New rules are expected to determine whether certain investments held within Stocks & Shares ISAs are effectively cash substitutes. Investments deemed “cash-like” may no longer qualify for ISA treatment under the new regime.

5. Tax Charge on Cash Held Within Investment ISAs

The Government has also confirmed plans to introduce a tax charge on interest earned from cash held within Stocks & Shares ISAs and Innovative Finance ISAs for affected investors. Further detail is expected through industry consultation before implementation.

Why Is the Government Making These Changes?

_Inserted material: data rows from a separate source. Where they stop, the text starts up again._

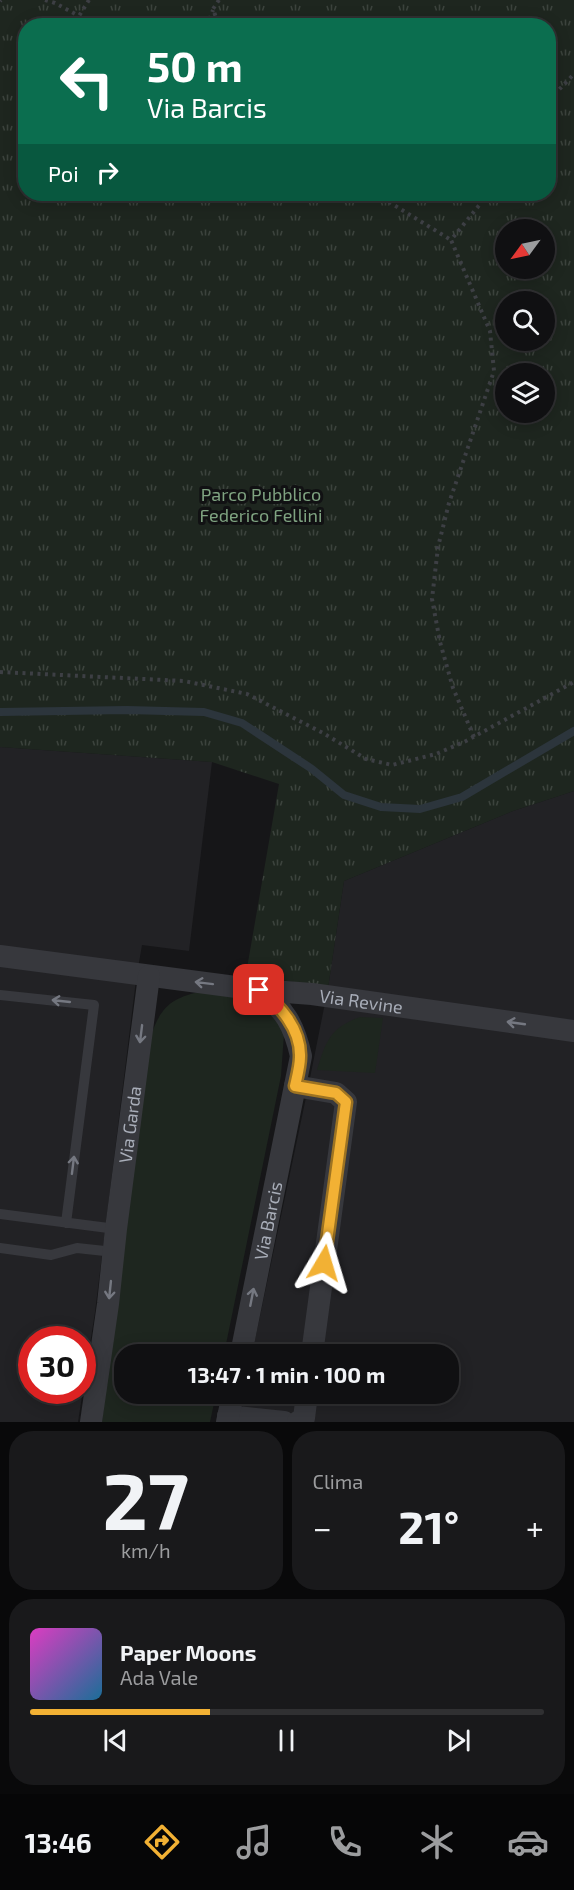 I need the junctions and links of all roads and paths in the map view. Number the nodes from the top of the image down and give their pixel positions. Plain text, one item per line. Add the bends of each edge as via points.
1 (45, 0) edge
2 (89, 0) edge
3 (219, 0) edge
4 (213, 9) junction
5 (79, 16) junction
6 (82, 18) edge
7 (210, 18) edge
8 (216, 18) edge
9 (574, 74) edge
10 (556, 93) edge
11 (387, 201) edge
12 (482, 201) edge
13 (451, 240) junction
14 (0, 672) edge
15 (574, 682) edge
16 (474, 737) junction
17 (0, 956) edge
18 (149, 976) junction
19 (259, 990) junction
20 (0, 994) edge
21 (574, 1031) edge
22 (295, 1086) junction
23 (0, 1214) edge
24 (66, 1223) junction
25 (116, 1229) junction
26 (0, 1248) edge
27 (114, 1252) junction
28 (243, 1344) edge
29 (313, 1344) edge
30 (231, 1404) edge
31 (306, 1404) edge
32 (228, 1419) edge
33 (91, 1422) edge
34 (284, 1422) edge
35 (298, 1422) edge

1 - 5 path
2 - 5 path
3 - 4 path
4 - 7 path
4 - 8 path
5 - 6 path
9 - 10 path
11 - 13 path
12 - 13 path
13 - 16 path via 490,331 494,372 449,503 438,547 432,599 453,688
14 - 16 path via 184,681 247,694 366,759 392,765 436,754
15 - 16 path
17 - 18 street
19 -> 18 street, Via Revine
18 -> 25 street, Via Garda
21 -> 19 street, Via Revine
19 - 22 street, Via Barcis via 276,1003 296,1036 301,1056
24 -> 20 lane via 94,1005
28 -> 22 street, Via Barcis
22 - 29 street via 336,1093 346,1102
23 - 24 lane
24 - 25 lane
25 - 27 street, Via Garda
26 - 27 lane via 51,1255 77,1248
27 -> 33 street, Via Garda
30 - 32 street
31 - 35 street via 304,1418
32 - 34 street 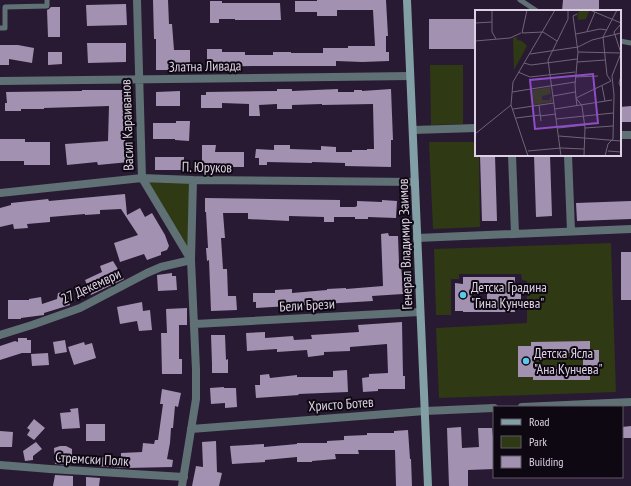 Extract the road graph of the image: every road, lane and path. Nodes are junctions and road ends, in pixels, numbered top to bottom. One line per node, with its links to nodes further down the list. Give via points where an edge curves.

The stated aim is to encourage more people to invest for the long term and increase the amount of capital flowing into businesses and financial markets. Policymakers believe many UK savers hold excessive amounts in cash and could potentially achieve better long-term outcomes through investing.

However, the proposals have generated considerable debate within the financial services industry, with some commentators warning that the changes may make ISAs more complex and reduce flexibility for cautious savers.

What Should Investors Consider Now?

Although the changes do not take effect until April 2027, there are several actions worth considering:

Make Full Use of Current Allowances

The current £20,000 Cash ISA allowance remains available for both the 2025/26 and 2026/27 tax years. Unused ISA allowances cannot be carried forward.

Review Your Long-Term Strategy

If you currently rely heavily on Cash ISAs and are under 65, now may be a good time to explore whether part of your savings could be invested for longer-term growth.

Consider Future ISA Flexibility

Investors who may wish to move between cash and investments in future should be aware that transfer flexibility is expected to become more restricted from 2027.

Seek Professional Advice

The right balance between cash and investments depends on your objectives, timescale, attitude to risk and overall financial plan. While investing offers greater long-term growth potential, it also involves risk and values can fall as well as rise.

Final Thoughts

The ISA remains one of the most valuable tax-efficient savings vehicles available to UK investors. However, the forthcoming reforms represent one of the biggest changes to ISA planning in over a decade.

For many investors, the next two tax years provide an opportunity to make the most of existing rules before the new regime begins in April 2027.

If you would like to discuss how these changes may affect your personal financial planning, please contact us for tailored advice.

Please note that tax rules can change and their benefits depend on individual circumstances. The value of investments can fall as well as rise, and you may get back less than you invest.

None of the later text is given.